Dataset entries

**********

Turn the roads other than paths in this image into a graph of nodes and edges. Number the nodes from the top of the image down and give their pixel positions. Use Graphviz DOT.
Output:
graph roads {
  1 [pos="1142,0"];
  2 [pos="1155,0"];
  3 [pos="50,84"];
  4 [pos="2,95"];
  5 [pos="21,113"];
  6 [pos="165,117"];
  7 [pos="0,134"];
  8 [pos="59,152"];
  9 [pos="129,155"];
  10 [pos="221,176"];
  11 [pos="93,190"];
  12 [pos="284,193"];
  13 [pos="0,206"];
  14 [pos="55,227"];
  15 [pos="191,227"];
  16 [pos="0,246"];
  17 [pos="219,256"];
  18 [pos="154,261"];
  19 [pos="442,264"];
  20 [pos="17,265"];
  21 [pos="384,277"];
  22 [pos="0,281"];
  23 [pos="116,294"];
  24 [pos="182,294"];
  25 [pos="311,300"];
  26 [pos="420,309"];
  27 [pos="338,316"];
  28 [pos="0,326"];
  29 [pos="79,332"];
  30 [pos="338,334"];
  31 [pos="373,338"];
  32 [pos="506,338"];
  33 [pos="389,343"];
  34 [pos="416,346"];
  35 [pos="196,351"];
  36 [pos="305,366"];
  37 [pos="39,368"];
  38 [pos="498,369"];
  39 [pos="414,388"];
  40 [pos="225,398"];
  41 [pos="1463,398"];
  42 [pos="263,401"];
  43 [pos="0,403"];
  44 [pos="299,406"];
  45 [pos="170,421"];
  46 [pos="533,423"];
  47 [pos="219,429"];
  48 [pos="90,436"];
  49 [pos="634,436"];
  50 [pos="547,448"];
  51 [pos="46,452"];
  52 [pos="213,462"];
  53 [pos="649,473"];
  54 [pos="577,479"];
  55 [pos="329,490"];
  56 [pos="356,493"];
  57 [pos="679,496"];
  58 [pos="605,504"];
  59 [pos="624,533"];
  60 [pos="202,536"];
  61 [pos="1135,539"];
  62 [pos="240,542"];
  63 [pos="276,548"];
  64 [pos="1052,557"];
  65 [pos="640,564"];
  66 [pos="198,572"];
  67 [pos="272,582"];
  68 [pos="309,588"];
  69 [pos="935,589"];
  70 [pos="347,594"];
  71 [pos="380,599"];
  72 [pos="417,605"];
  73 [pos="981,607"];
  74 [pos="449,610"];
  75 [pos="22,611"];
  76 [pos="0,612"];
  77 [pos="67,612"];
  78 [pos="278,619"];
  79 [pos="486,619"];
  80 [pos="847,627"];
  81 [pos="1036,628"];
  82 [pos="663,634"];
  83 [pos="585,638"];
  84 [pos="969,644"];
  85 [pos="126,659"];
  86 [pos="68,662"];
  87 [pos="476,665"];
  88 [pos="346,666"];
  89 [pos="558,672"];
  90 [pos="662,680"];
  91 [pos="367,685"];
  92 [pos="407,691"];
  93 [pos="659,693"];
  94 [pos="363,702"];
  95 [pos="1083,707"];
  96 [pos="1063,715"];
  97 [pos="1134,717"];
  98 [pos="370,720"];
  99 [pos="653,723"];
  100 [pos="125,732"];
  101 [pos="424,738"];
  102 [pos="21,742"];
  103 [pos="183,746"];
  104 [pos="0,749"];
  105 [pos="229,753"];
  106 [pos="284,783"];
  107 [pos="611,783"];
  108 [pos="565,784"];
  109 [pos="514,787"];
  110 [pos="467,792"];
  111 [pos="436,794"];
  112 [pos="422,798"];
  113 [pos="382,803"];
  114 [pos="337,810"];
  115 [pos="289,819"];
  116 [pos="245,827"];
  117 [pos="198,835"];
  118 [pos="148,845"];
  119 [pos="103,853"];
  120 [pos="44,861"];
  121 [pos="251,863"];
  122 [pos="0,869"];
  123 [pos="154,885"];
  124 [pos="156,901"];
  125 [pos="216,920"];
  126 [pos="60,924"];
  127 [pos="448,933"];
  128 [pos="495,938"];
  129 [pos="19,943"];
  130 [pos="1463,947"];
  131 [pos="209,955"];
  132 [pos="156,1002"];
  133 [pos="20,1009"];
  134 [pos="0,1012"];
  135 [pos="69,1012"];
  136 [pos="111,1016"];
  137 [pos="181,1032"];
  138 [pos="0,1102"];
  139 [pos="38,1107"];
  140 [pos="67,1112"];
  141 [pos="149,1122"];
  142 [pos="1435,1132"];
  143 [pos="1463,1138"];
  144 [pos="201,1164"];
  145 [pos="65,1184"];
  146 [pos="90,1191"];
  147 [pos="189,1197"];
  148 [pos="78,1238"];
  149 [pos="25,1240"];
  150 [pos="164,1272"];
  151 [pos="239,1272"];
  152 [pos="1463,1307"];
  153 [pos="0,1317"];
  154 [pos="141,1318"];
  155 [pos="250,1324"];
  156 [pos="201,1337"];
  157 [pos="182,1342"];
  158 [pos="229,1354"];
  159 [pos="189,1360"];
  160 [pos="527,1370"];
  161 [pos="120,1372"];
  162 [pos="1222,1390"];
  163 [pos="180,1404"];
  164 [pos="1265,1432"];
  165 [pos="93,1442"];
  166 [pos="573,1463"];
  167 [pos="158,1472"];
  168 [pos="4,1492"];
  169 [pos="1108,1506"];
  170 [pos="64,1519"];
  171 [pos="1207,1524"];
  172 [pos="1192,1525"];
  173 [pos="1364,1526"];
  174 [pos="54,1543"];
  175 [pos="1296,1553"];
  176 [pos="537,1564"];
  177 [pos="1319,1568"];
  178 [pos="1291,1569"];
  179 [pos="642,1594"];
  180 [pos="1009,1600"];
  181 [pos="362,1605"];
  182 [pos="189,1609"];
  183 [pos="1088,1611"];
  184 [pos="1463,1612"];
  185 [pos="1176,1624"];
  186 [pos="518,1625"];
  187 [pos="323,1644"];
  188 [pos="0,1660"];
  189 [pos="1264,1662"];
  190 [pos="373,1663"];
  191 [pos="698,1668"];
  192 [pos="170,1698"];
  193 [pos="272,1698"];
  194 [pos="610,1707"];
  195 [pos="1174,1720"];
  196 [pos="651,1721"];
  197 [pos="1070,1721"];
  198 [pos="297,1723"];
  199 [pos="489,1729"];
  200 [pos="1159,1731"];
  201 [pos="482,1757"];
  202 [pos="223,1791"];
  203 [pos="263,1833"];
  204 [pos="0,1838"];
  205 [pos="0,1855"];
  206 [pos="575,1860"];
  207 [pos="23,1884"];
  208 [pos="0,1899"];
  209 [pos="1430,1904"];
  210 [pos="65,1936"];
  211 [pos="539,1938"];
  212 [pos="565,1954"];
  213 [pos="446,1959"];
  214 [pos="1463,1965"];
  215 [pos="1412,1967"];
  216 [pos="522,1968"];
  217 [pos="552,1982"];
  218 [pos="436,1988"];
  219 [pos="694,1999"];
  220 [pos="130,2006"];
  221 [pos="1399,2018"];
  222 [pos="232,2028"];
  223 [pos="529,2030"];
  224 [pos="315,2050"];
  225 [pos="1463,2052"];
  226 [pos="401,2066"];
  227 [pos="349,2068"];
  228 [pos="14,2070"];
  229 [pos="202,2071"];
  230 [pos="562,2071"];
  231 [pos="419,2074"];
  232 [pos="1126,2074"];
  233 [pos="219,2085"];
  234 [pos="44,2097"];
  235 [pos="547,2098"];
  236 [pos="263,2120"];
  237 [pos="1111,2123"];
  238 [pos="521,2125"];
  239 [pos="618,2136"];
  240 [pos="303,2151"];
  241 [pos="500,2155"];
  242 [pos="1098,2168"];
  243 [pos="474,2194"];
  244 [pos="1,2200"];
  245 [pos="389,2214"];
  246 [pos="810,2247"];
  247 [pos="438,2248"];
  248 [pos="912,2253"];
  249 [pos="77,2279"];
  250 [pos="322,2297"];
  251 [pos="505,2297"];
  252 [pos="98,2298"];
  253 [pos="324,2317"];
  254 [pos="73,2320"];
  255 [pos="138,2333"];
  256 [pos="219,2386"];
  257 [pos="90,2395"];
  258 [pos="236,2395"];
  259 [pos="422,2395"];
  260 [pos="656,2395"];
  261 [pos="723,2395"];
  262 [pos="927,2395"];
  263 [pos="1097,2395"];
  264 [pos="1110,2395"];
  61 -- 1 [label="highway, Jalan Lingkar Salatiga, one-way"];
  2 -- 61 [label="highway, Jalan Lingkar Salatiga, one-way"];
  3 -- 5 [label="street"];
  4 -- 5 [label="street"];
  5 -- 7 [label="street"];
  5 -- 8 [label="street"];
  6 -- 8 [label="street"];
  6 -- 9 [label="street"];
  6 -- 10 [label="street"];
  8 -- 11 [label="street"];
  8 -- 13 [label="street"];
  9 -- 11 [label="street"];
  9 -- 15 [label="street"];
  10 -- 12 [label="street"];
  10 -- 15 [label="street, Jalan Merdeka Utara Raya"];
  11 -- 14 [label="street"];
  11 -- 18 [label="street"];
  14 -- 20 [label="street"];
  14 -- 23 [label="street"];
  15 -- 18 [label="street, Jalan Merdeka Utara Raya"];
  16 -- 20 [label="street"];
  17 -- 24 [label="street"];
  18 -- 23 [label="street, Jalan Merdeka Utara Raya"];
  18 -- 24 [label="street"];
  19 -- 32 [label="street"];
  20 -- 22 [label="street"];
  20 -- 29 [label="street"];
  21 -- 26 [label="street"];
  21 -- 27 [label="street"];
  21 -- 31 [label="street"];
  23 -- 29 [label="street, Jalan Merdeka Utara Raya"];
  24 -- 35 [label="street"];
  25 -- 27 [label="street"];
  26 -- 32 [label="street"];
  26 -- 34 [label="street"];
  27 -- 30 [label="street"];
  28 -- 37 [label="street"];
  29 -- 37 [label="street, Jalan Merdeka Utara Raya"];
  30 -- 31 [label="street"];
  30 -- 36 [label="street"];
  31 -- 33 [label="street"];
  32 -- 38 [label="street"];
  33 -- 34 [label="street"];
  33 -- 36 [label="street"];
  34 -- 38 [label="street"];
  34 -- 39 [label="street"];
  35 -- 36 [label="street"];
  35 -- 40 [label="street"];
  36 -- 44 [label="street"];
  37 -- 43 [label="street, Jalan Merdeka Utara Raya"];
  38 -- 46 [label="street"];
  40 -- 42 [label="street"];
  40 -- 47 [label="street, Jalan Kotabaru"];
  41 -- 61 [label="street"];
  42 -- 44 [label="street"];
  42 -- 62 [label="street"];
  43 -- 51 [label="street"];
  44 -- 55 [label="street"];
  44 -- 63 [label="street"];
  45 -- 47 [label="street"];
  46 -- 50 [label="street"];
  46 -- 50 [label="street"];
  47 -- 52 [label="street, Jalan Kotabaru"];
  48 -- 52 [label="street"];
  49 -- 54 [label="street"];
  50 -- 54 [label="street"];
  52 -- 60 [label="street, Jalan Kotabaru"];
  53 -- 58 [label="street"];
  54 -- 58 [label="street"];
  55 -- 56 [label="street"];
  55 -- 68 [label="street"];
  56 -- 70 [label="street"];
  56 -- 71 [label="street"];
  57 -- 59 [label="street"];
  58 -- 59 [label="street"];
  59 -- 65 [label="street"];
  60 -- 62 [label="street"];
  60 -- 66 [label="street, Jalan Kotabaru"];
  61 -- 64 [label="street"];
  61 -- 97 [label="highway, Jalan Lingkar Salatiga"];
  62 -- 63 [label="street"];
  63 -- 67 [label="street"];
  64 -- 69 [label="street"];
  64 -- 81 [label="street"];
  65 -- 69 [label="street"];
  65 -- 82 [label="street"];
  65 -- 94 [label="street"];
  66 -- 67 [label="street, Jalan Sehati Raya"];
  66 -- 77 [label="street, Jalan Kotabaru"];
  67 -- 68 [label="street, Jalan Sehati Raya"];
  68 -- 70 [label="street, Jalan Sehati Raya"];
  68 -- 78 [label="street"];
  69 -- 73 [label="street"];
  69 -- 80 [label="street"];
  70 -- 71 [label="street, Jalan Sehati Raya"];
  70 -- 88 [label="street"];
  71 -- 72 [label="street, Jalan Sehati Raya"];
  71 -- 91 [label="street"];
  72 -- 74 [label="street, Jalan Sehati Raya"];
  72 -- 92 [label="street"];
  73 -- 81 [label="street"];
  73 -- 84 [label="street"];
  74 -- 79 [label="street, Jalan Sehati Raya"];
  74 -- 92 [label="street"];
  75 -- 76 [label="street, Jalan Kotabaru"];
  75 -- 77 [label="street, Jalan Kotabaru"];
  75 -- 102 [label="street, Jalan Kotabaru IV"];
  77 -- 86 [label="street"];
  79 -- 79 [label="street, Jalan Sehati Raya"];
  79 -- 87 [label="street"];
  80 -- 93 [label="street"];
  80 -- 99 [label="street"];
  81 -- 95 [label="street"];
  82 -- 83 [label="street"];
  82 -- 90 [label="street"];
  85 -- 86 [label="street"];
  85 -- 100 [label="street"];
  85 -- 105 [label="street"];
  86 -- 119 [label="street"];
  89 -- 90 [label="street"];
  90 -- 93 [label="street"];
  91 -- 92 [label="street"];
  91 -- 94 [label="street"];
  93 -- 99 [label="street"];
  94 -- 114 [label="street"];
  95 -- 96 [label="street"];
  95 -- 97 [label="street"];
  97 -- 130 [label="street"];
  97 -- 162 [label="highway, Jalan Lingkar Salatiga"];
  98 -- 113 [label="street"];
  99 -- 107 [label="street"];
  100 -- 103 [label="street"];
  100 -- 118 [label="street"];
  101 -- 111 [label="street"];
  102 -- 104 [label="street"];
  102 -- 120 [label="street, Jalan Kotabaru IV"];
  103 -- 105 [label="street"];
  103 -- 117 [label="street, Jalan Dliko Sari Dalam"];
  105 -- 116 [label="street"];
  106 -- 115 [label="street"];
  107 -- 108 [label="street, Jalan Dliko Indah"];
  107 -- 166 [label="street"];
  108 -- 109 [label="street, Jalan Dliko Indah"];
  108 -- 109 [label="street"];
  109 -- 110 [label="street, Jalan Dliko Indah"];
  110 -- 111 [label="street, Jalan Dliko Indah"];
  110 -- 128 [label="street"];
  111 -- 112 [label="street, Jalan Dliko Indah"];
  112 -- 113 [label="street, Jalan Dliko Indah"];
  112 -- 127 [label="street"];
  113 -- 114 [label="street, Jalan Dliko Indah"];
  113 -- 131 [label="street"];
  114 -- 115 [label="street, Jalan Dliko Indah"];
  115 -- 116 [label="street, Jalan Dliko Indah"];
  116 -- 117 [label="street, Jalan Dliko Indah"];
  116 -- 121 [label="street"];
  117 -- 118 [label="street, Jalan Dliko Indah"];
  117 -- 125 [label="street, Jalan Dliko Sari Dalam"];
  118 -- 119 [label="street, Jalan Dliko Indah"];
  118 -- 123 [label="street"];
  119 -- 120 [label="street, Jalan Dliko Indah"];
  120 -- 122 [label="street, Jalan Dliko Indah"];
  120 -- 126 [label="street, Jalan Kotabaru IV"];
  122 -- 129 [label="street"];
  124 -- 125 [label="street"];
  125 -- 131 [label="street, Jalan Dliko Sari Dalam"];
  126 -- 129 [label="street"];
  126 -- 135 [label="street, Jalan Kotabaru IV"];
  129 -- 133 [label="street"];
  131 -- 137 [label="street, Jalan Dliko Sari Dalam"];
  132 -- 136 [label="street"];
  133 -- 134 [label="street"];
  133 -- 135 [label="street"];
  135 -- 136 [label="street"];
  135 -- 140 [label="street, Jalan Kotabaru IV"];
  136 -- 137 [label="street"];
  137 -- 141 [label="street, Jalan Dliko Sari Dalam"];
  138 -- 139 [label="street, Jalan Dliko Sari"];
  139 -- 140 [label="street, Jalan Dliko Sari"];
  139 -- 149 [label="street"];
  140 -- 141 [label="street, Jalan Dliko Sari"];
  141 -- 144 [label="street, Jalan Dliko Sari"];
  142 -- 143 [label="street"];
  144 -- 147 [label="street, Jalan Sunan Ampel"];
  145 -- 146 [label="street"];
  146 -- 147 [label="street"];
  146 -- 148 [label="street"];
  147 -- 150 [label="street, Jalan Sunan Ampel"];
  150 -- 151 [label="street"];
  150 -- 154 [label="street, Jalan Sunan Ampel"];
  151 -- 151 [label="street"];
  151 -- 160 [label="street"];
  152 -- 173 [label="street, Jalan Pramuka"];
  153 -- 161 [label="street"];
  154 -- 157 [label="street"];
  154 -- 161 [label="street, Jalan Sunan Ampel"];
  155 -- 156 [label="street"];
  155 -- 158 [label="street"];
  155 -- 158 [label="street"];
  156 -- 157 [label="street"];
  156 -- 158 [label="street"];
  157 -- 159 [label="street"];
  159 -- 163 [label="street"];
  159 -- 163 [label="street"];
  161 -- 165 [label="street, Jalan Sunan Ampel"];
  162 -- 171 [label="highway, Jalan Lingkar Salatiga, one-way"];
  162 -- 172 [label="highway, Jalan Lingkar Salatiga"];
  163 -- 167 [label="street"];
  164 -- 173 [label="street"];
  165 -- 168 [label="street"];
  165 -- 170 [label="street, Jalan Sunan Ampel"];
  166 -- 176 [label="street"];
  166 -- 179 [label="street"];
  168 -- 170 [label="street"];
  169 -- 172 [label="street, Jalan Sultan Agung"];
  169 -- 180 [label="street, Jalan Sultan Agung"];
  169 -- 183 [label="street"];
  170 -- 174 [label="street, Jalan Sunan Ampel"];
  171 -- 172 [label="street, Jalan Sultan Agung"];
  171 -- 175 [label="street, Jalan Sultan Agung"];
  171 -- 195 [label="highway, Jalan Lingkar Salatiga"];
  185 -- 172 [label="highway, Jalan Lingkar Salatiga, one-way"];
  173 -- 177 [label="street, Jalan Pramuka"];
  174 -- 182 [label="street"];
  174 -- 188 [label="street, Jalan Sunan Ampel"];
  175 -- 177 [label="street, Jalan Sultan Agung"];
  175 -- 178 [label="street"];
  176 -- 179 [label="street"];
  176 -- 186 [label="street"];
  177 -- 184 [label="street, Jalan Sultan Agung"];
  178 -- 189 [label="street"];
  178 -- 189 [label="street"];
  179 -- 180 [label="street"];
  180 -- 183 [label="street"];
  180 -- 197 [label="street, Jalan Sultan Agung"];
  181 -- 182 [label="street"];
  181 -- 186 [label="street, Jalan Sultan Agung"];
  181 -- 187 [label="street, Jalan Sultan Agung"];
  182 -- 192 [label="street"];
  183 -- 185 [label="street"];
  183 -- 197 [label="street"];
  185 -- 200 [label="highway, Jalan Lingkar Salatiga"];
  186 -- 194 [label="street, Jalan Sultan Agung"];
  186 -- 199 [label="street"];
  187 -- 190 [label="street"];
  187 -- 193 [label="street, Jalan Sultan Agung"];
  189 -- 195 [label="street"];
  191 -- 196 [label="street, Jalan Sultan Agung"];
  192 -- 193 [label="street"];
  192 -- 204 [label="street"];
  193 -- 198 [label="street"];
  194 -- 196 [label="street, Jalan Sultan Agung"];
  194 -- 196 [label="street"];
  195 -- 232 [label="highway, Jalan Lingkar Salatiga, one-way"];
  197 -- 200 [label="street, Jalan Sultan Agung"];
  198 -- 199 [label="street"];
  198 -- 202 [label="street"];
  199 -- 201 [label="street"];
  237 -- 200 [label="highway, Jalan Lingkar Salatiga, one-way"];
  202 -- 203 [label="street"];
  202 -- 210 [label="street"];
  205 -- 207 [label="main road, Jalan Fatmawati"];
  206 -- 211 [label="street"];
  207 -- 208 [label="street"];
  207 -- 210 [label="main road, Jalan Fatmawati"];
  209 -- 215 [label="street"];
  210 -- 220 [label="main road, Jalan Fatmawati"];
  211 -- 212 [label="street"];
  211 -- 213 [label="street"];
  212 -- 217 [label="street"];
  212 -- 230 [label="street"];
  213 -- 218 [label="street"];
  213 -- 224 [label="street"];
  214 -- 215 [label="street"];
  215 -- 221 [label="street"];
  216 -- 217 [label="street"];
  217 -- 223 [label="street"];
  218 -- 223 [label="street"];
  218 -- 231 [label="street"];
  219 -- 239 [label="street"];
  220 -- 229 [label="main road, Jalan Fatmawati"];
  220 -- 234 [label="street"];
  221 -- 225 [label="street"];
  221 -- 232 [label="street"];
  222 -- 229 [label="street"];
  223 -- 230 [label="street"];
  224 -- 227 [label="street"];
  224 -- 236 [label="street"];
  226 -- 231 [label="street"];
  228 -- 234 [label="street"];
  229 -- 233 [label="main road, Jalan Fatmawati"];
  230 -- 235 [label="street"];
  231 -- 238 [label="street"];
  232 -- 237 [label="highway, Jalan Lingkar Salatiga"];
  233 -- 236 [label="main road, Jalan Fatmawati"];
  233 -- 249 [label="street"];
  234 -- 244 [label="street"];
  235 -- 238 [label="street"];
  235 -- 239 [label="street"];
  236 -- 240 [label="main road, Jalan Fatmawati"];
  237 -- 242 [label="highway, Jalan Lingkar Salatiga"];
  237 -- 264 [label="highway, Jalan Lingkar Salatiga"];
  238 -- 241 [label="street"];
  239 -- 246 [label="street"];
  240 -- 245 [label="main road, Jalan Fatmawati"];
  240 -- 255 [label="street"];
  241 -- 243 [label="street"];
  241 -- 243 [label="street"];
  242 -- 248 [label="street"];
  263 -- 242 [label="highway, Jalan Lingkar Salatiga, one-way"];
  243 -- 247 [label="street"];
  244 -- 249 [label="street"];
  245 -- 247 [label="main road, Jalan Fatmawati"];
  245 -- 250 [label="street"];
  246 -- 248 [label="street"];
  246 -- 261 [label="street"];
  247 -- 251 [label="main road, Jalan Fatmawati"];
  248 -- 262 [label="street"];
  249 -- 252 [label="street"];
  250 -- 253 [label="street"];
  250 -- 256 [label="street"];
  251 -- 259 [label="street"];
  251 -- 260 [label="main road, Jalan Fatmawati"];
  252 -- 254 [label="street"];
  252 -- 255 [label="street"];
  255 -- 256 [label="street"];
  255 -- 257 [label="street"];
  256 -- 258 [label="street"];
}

**********

__TASK__
Your answer must be a single number: the count of lines in the data that contain the string "main".

__ANSWER BOX__
11